**Task to complete:**
Give back nothing but the number of lines in these entries that contain the word "nodes".

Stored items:
╔══
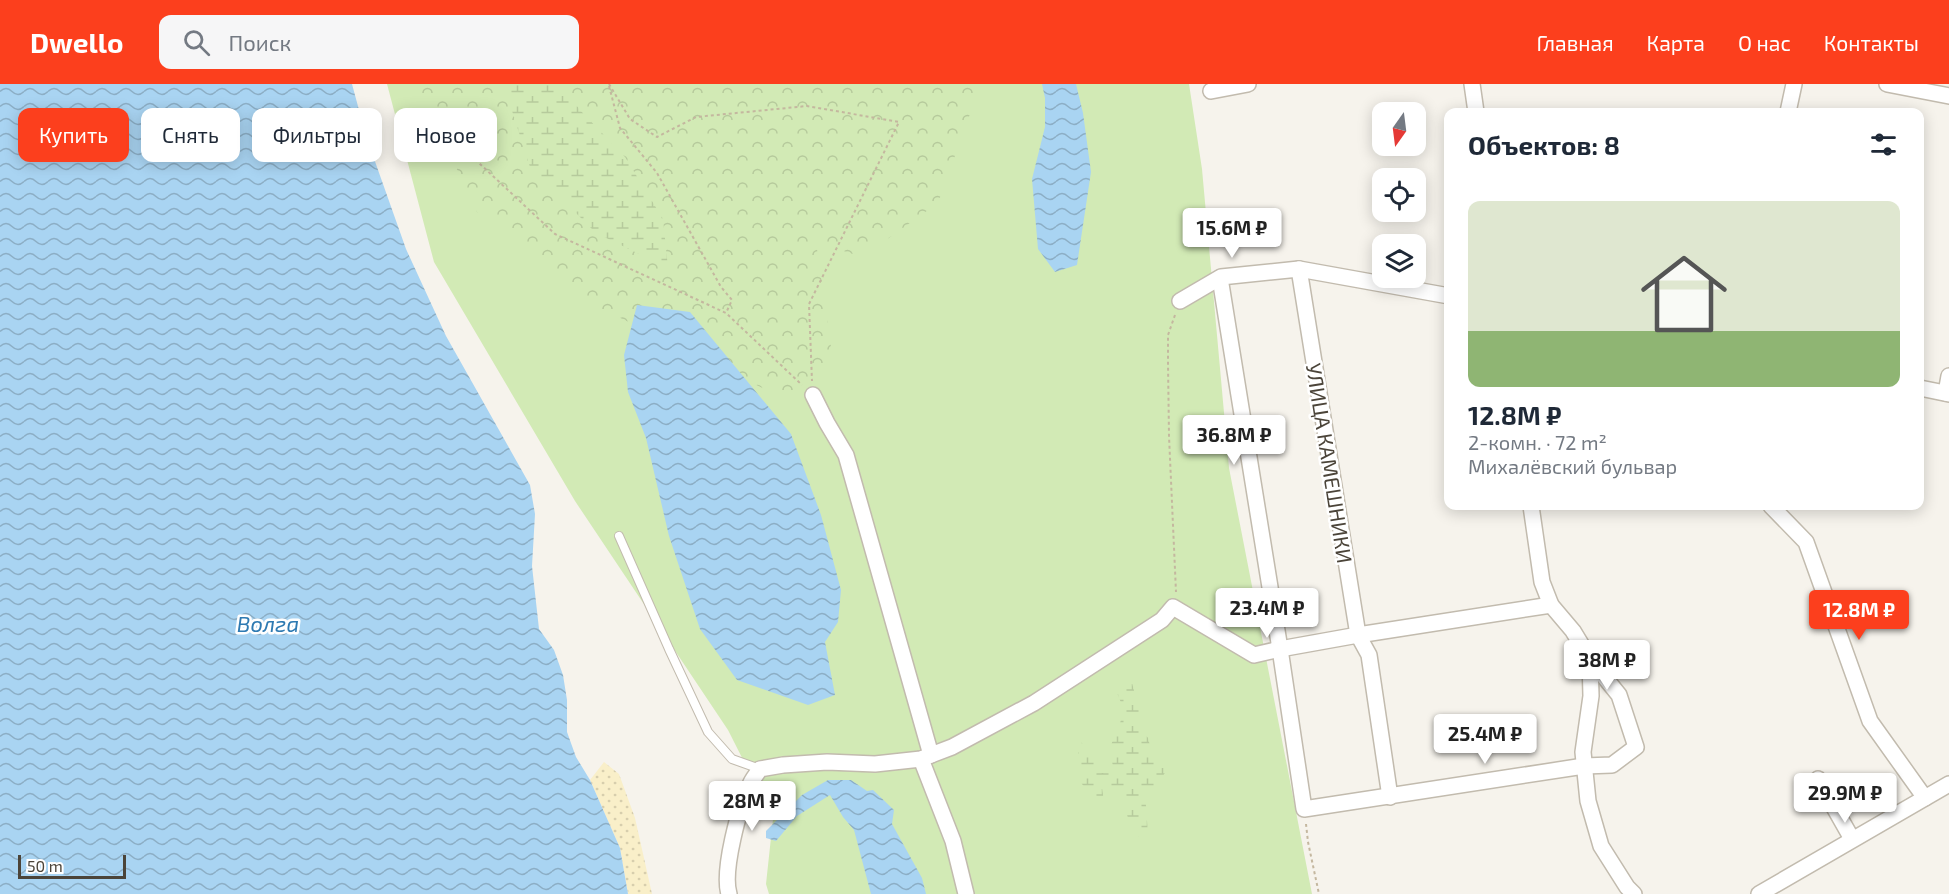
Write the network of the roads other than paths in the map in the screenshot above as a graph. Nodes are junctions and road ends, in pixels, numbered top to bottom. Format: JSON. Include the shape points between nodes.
{"nodes":[{"id":1,"x":1248,"y":84,"type":"edge"},
{"id":2,"x":1472,"y":84,"type":"edge"},
{"id":3,"x":1794,"y":84,"type":"edge"},
{"id":4,"x":1887,"y":84,"type":"edge"},
{"id":5,"x":1211,"y":91,"type":"dead end"},
{"id":6,"x":1949,"y":96,"type":"edge"},
{"id":7,"x":1475,"y":108,"type":"edge"},
{"id":8,"x":1789,"y":108,"type":"edge"},
{"id":9,"x":1299,"y":269,"type":"junction"},
{"id":10,"x":1220,"y":278,"type":"junction"},
{"id":11,"x":1444,"y":295,"type":"edge"},
{"id":12,"x":1180,"y":301,"type":"road end"},
{"id":13,"x":1949,"y":376,"type":"edge"},
{"id":14,"x":1924,"y":389,"type":"edge"},
{"id":15,"x":1947,"y":394,"type":"edge"},
{"id":16,"x":813,"y":396,"type":"road end"},
{"id":17,"x":1532,"y":510,"type":"edge"},
{"id":18,"x":1775,"y":510,"type":"edge"},
{"id":19,"x":619,"y":536,"type":"dead end"},
{"id":20,"x":1551,"y":605,"type":"junction"},
{"id":21,"x":1358,"y":635,"type":"junction"},
{"id":22,"x":1280,"y":649,"type":"junction"},
{"id":23,"x":1590,"y":659,"type":"junction"},
{"id":24,"x":926,"y":757,"type":"junction"},
{"id":25,"x":1584,"y":766,"type":"junction"},
{"id":26,"x":760,"y":769,"type":"junction"},
{"id":27,"x":1818,"y":779,"type":"dead end"},
{"id":28,"x":1949,"y":784,"type":"edge"},
{"id":29,"x":1390,"y":797,"type":"junction"},
{"id":30,"x":1925,"y":798,"type":"junction"},
{"id":31,"x":1852,"y":839,"type":"junction"},
{"id":32,"x":1771,"y":889,"type":"edge"},
{"id":33,"x":729,"y":894,"type":"edge"},
{"id":34,"x":966,"y":894,"type":"edge"},
{"id":35,"x":1634,"y":894,"type":"edge"},
{"id":36,"x":1759,"y":894,"type":"edge"}],
"edges":[{"from":1,"to":5,"type":"street"},
{"from":2,"to":7,"type":"street"},
{"from":3,"to":8,"type":"street"},
{"from":4,"to":6,"type":"street"},
{"from":9,"to":10,"type":"street"},
{"from":9,"to":11,"type":"street"},
{"from":9,"to":21,"type":"street","name":"УЛИЦА КАМЕШНИКИ"},
{"from":10,"to":12,"type":"street"},
{"from":10,"to":22,"type":"street"},
{"from":13,"to":15,"type":"street"},
{"from":14,"to":15,"type":"street"},
{"from":16,"to":24,"type":"street","via":[[846,455]]},
{"from":17,"to":20,"type":"street","via":[[1542,582]]},
{"from":18,"to":30,"type":"street","via":[[1806,542],[1870,721]]},
{"from":19,"to":26,"type":"lane","via":[[708,732],[732,759]]},
{"from":20,"to":21,"type":"street"},
{"from":20,"to":23,"type":"street"},
{"from":21,"to":22,"type":"street"},
{"from":21,"to":29,"type":"street","name":"УЛИЦА КАМЕШНИКИ","via":[[1369,656]]},
{"from":22,"to":24,"type":"street","via":[[1254,655],[1173,607],[1162,620],[1034,703]]},
{"from":22,"to":29,"type":"street","via":[[1304,809]]},
{"from":23,"to":25,"type":"street","via":[[1591,696]]},
{"from":23,"to":25,"type":"street","via":[[1619,695],[1636,747],[1612,765]]},
{"from":24,"to":26,"type":"street","via":[[874,764],[827,762]]},
{"from":24,"to":34,"type":"street"},
{"from":25,"to":29,"type":"street"},
{"from":25,"to":35,"type":"street","via":[[1588,801],[1601,846]]},
{"from":26,"to":33,"type":"street","via":[[741,807],[729,864]]},
{"from":27,"to":31,"type":"street"},
{"from":28,"to":30,"type":"street"},
{"from":30,"to":31,"type":"street"},
{"from":31,"to":32,"type":"street"},
{"from":32,"to":36,"type":"street"}]}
╚══
**Response area:**
2